John W. Kennedy · Jan 16, 2007

Philipp said:
FYI ÃŸ is just a modern callygraphy (ie. a ligature) of the ancient
german "ss". (the first s being a "long s", "Å¿" ). It is one of the
rare cases where a ligature has actually been accepted as a full letter.

Except that it's actually an "sz" ligature that is now generally
accepted as being equivalent to "ss" -- except that in old spelling
(still used by many), sometimes it's still "sz".

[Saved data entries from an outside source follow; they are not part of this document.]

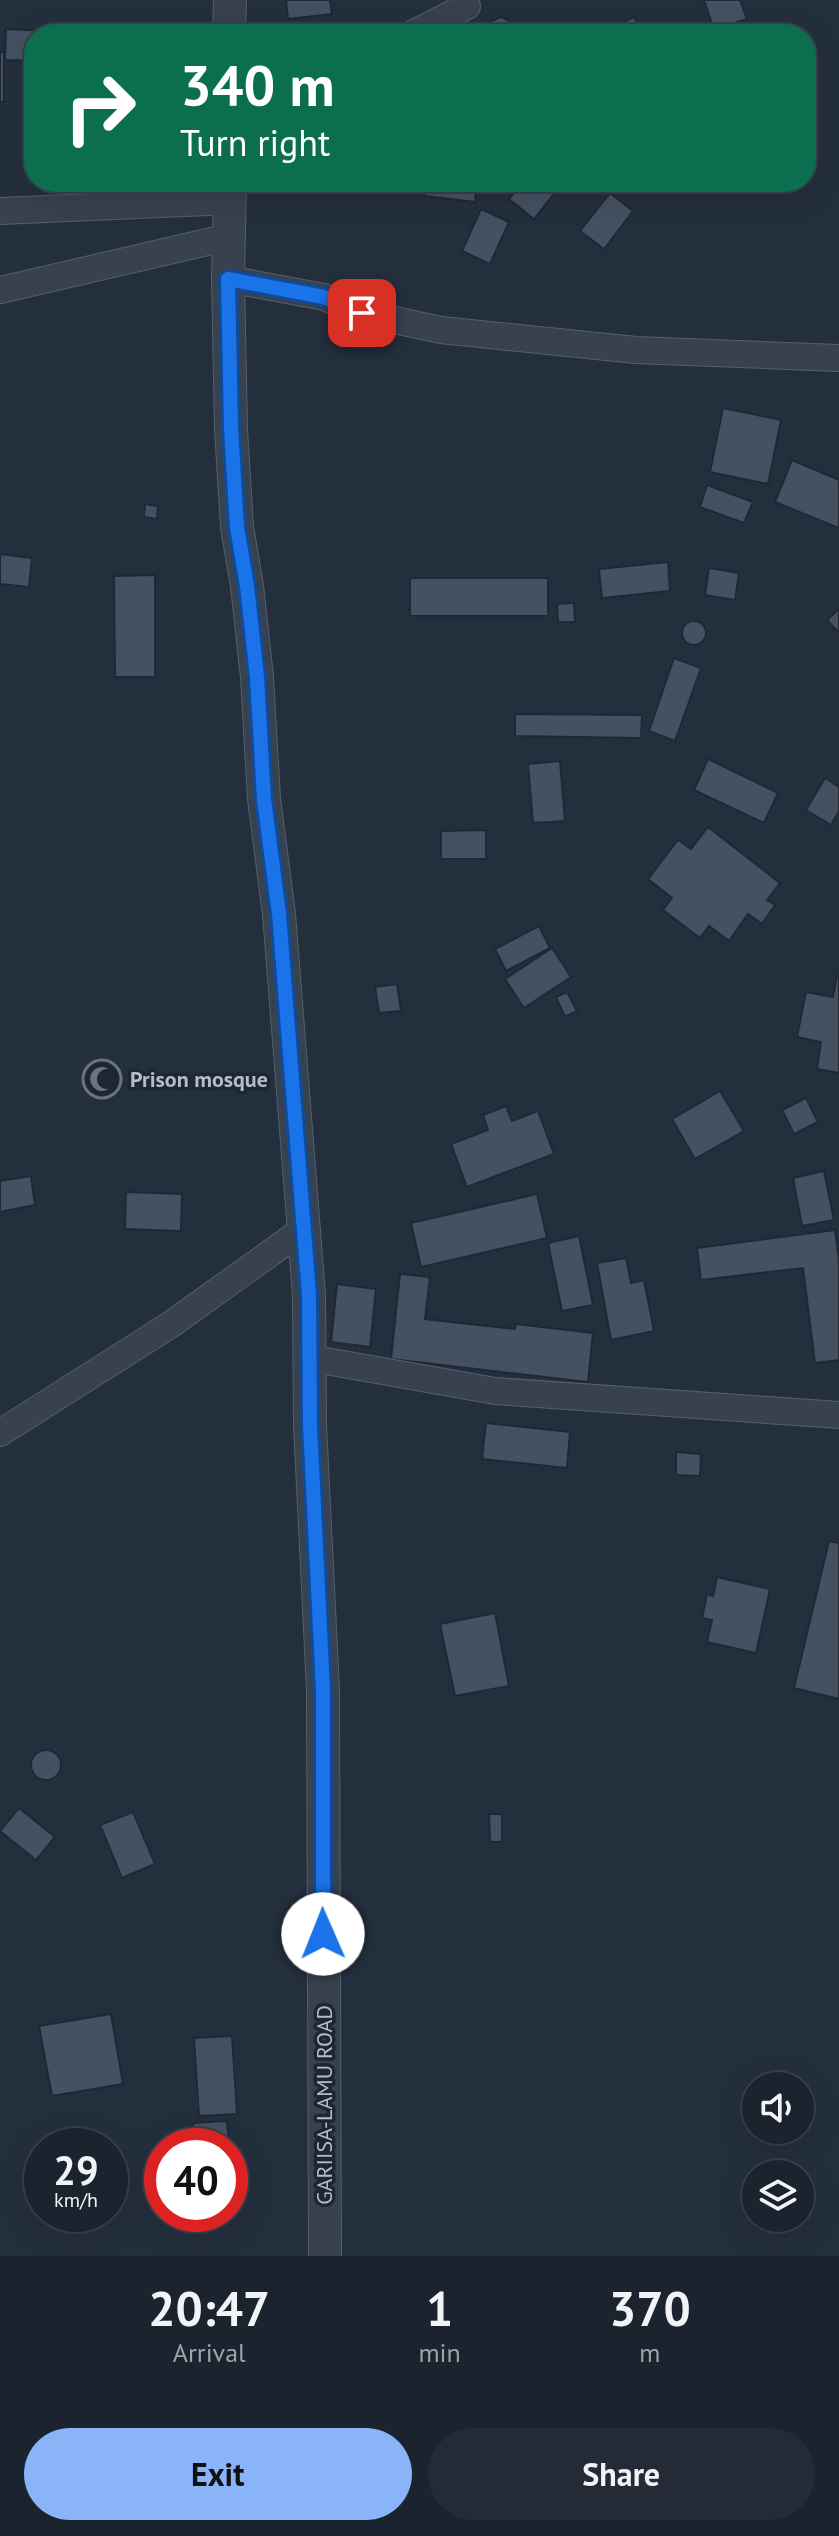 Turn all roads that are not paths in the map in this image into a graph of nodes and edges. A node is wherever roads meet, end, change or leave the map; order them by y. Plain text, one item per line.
1 (230, 0) edge
2 (467, 6) dead end
3 (229, 24) edge
4 (432, 24) edge
5 (231, 192) edge
6 (0, 211) edge
7 (229, 237) junction
8 (228, 279) junction
9 (0, 290) edge
10 (839, 358) edge
11 (304, 1229) junction
12 (309, 1358) junction
13 (839, 1415) edge
14 (0, 1433) edge
15 (325, 2256) edge

1 - 3 street
2 - 4 street
5 - 6 street
5 - 7 street, GARIISA-LAMU ROAD
7 - 8 street, GARIISA-LAMU ROAD
7 - 9 street
8 - 10 street
8 - 11 street, GARIISA-LAMU ROAD
11 - 12 street, GARIISA-LAMU ROAD
11 - 14 street
12 - 13 street
12 - 15 street, GARIISA-LAMU ROAD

Chris Uppal · Jan 16, 2007

John Ersatznom wrote:

[me:]

String.toUpperCase() does /not/ change the spelling of words (how could
it, it doesn't know anything about words ?). What it does follow are
the correct (insofar as the Unicode spec is correct) rules for mapping
lowercase to uppercase. It produces the /same/ word with the /same/
spelling[*], but (naturally) a different representation. In this case
the number of visually separable glyphs changes because the U+00DF
character (LATIN SMALL LETTER SHARP S) is a ligature of two logical
characters, long s and short s (U+017F and U+0073), there is no upper
case ligature for that combination (compare fi and FI in English
typography), so the correct uppercase version of those (logical)
characters is the sequence SS. (At least that's the theory the
Uncicode people seem to be operating on -- they know more about it than
me so I'm willing to believe them).

Click to expand...

This seems to be excessively technical when the matter under discussion
is simply capitalizing strings.

'fraid not. Case mapping is /NOT SIMPLE/, it never has been simple, and never
will be. The fact that case mapping in English /is/ simple is neither here not
there. That fact has mislead many Englsh-speaking programmers into making
invalid assumptions about the complexity of case mapping (and other
orthographical operations), and in the process either creating software which
is inherently broken (in implementation or API design) or which is restricted
to English text. One example of that unfortunate process is
String.equalsIgnoreCase() -- which would be better named something like
equalsWhileIgnoringCaseAccordingToTheRulesOfEnglish(), except that it doesn't
actually inplement the contract implied by that name /either/. In fact there
is no sensible name for what String.equalsIgnoreCase() does.

Also, I don't notice "fi"
and "FI" producing strange behavior myself -- even if the letters are
often run together so the 'i' hasn't got a separate dot *when typeset*,
this doesn't affect the representation of a string in a computer, only
the visually displayed output (and then usually only when serious
typesetting software is used)

That is a fair criticism of the Unicode position. It may even be correct (I
don't know). The Unicode position is that it ignores ligatures (as a purely
display issue), /except/ where ligature characters are needed in order to
support round-tripping with other existing character sets. In this case U+00DF
/is/ needed for that purpose (and may also be well established as an regularly
used "character" even outside typographically advanced contexts -- I don't
know).

The fact is that there are rules to follow. If those rules strike you as
unnecessarily complicated, then that is your problem, not anyone else's (but
you are certainly not alone). But even if you do dislike the rules, do you
also want to write buggy software ? If you do write buggy software (in this
respect) then, again, you are certainly not alone -- but that doesn't make it
right.

No, it is not erroneous to expect a method to do exactly and only what
its name implies.

But it /does/ do exactly what its name implies. Only if you have an incomplete
idea of what case-mapping involves would you fail to understand the name and
its implications.

So you at least agree with me that it should be consistent with
toUpperCase (and toLowerCase) -- all strings should have a single
canonical toUpperCase, a single canonical toLowerCase, both should
define equivalence classes on the mixed-case input strings, these should
be the SAME equivalence class, and equalsIgnoreCase should implement and
embody the corresponding equivalence relation.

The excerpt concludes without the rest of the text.